#### DATA SUPPLIED ####
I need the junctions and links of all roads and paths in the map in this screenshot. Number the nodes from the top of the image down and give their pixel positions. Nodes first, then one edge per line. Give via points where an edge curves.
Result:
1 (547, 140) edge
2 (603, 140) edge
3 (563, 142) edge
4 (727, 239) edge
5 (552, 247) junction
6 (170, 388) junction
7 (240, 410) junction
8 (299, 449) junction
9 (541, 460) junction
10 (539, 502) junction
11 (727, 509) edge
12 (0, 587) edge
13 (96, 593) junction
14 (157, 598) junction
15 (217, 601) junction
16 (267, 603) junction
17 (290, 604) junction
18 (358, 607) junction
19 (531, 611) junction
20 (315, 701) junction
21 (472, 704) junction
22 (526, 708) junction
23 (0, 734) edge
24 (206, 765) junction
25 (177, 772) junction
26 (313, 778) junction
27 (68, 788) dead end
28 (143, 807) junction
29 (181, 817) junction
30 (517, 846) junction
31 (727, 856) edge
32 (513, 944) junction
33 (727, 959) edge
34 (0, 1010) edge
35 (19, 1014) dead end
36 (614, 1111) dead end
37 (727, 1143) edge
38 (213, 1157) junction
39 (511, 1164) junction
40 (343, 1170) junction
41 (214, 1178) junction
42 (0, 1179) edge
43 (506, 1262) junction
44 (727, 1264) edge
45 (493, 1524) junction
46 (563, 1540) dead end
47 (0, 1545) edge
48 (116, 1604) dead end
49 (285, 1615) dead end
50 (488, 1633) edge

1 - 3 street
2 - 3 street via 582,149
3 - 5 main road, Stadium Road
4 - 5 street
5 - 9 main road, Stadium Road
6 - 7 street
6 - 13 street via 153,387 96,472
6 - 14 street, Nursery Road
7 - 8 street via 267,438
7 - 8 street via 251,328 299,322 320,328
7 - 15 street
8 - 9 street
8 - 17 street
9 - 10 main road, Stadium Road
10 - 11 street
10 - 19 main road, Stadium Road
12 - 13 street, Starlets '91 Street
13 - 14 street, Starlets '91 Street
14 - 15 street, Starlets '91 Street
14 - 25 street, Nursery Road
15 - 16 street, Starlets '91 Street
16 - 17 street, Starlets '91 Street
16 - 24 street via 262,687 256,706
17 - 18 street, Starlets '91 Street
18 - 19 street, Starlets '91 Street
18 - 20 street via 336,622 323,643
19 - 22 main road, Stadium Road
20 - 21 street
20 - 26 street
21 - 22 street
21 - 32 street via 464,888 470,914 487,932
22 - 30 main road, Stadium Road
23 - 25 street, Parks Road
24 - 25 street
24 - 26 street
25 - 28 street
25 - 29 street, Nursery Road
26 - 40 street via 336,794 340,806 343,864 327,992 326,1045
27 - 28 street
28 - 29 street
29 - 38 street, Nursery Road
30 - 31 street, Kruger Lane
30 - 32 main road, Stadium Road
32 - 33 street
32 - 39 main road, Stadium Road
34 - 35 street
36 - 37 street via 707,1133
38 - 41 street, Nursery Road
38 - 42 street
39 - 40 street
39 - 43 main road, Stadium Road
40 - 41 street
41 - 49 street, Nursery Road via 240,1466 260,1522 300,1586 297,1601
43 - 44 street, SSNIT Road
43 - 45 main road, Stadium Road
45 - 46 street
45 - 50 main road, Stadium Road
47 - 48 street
####
Wherever the string "Starlets" appears in the records above, copy the line it sits in.

- ANSWER FOR THE TASK
12 - 13 street, Starlets '91 Street
13 - 14 street, Starlets '91 Street
14 - 15 street, Starlets '91 Street
15 - 16 street, Starlets '91 Street
16 - 17 street, Starlets '91 Street
17 - 18 street, Starlets '91 Street
18 - 19 street, Starlets '91 Street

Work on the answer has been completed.